The idea is to eventually give PIR a PLN10bn war chest, which could be leveraged into a much larger amount to support investments. When he sketched out the plan last year, Tusk said that the money would be used for, among other things, projects like building highways, hunting for shale gas and upgrading Poland's dilapidated power generation infrastructure.

The plan is supposed to get started quickly, making its first investments by the second quarter of this year, stepping in as funds from the current 2007-2013 EU budget wither and before the injection from the next budget starts to flow.

Partial socialism

Poland is not the only country to try and combat a slowing economy by grabbing the economic tiller - France, the original etatist economy, set up a €10bn investment fund in 2009 to boost infrastructure projects. But Poland has until recently been much more of a devotee of free market doctrine than France, the result of its bruising experience with communism and of the success of its economic reforms in the 1990s, which turned it into one of the world's fastest growing economies.

When he first won power in 2007, Tusk, at least verbally, stayed fairly true to his liberal and free market origins. But the advent of the economic crisis has made the government sharply change direction.

In a recent conversation, Jan Krzystof Bielecki, a former prime minister and now one of Tusk's closest economic advisors, pointed out that over the last two decades, the private sector had failed to build any truly large multinational businesses. That means that the government, which still owns about PLN100bn in various companies ranging from banking to insurance, energy, refining and copper mining, has to take the lead rather than simply continuing to sell off its shares and using the money to repair public finances.

The idea dismays more orthodox liberals like Leszek Balcerowicz, the architect of the 1990 economic reforms that transformed Poland into a market economy. He told the Rzeczpospolita newspaper: "There are people who believe in partial socialism - that is called interventionism. I feel that even a small dose of socialism, in other words the politicisation of the economy, does not work... Public investments are often conducted in a populist way for the simple reason that the final deciders in these matters are politicians."

Budzanowski's manual approach was shown recently in his decision to push large state-controlled companies into financing the hugely expensive search for shale gas - a project that has caught the eye of the government because it could turn Poland into a gas exporter and ends its current uncomfortable dependence on Russian gas imports. The five companies included obvious ones like PGNiG, the former gas monopoly, as well as three power generators, but also KGHM, a copper miner with no obvious interest or experience in prospecting for gas.

The private sector is also dubious of whether the PIR will be able to function like, in Budzanowski's words, a "flywheel" which will stimulate large investments.

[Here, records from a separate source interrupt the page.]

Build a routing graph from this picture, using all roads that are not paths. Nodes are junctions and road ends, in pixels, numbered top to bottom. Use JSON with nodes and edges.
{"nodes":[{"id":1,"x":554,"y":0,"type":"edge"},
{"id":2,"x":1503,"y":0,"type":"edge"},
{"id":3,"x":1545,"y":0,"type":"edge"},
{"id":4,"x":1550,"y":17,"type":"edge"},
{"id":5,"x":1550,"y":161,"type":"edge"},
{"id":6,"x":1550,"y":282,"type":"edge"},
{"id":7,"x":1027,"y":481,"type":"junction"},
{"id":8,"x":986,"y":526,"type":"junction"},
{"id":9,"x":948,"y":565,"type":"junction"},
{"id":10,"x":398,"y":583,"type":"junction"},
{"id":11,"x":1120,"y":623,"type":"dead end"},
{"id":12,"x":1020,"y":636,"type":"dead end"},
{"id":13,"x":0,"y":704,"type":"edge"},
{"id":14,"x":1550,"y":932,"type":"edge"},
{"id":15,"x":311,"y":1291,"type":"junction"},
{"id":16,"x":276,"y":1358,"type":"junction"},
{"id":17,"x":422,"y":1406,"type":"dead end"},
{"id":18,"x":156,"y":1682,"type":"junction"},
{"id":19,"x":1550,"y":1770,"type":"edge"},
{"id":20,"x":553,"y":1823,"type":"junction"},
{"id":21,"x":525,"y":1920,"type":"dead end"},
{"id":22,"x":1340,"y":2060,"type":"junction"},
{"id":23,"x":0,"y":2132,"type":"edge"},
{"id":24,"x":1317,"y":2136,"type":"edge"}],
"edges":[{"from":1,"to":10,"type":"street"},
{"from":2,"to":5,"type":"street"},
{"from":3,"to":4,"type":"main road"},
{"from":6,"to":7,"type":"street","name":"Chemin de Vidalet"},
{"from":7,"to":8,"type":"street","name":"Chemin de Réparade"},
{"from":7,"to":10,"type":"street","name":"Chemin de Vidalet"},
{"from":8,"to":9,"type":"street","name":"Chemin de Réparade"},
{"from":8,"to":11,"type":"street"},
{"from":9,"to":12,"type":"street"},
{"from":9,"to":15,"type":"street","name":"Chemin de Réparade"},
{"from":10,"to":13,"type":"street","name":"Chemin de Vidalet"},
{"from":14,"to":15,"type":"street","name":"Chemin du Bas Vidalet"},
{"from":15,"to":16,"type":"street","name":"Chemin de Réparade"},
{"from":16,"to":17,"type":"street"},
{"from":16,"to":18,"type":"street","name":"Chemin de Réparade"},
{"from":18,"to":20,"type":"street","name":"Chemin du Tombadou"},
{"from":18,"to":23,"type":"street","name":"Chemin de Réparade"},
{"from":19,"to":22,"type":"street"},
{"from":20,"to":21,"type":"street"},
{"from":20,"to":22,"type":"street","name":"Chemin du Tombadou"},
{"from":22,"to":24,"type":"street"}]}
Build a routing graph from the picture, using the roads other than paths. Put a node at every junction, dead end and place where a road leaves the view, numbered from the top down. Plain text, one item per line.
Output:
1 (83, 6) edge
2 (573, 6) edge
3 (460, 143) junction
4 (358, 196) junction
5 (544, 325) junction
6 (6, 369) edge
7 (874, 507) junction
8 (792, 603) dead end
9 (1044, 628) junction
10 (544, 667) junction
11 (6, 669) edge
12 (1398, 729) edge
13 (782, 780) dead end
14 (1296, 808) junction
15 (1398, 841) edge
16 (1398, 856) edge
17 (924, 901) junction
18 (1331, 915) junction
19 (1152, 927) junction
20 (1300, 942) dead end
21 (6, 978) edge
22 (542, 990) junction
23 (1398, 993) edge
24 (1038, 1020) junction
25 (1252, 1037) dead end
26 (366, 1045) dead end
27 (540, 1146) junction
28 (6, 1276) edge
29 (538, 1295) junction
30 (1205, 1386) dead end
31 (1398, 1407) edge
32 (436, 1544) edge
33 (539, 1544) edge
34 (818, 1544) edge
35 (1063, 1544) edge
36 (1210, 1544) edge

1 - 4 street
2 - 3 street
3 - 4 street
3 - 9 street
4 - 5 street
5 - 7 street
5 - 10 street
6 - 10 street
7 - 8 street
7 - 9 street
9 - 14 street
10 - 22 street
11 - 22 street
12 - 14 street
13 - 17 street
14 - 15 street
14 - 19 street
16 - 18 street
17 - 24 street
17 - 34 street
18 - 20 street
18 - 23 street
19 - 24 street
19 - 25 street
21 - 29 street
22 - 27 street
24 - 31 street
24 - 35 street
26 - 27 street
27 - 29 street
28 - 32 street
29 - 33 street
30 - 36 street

After meeting with Budzanowski, the Business Centre Club, a business lobby group, said that it was "as a rule opposed to state interventionism and the participation of the state in the economy," but allowed that there might be a role for the investment vehicle at a time of falling investments and a slowing economy, before ending in a caustic statement. "The BCC hopes that the project will not follow the fate of the Reconstruction Finance Corporation created by President Roosevelt during the times of crisis in 1933, which functioned until 1953 bringing marginal benefits to the private sector as it was the object of money grubbing and vote buying by politicians."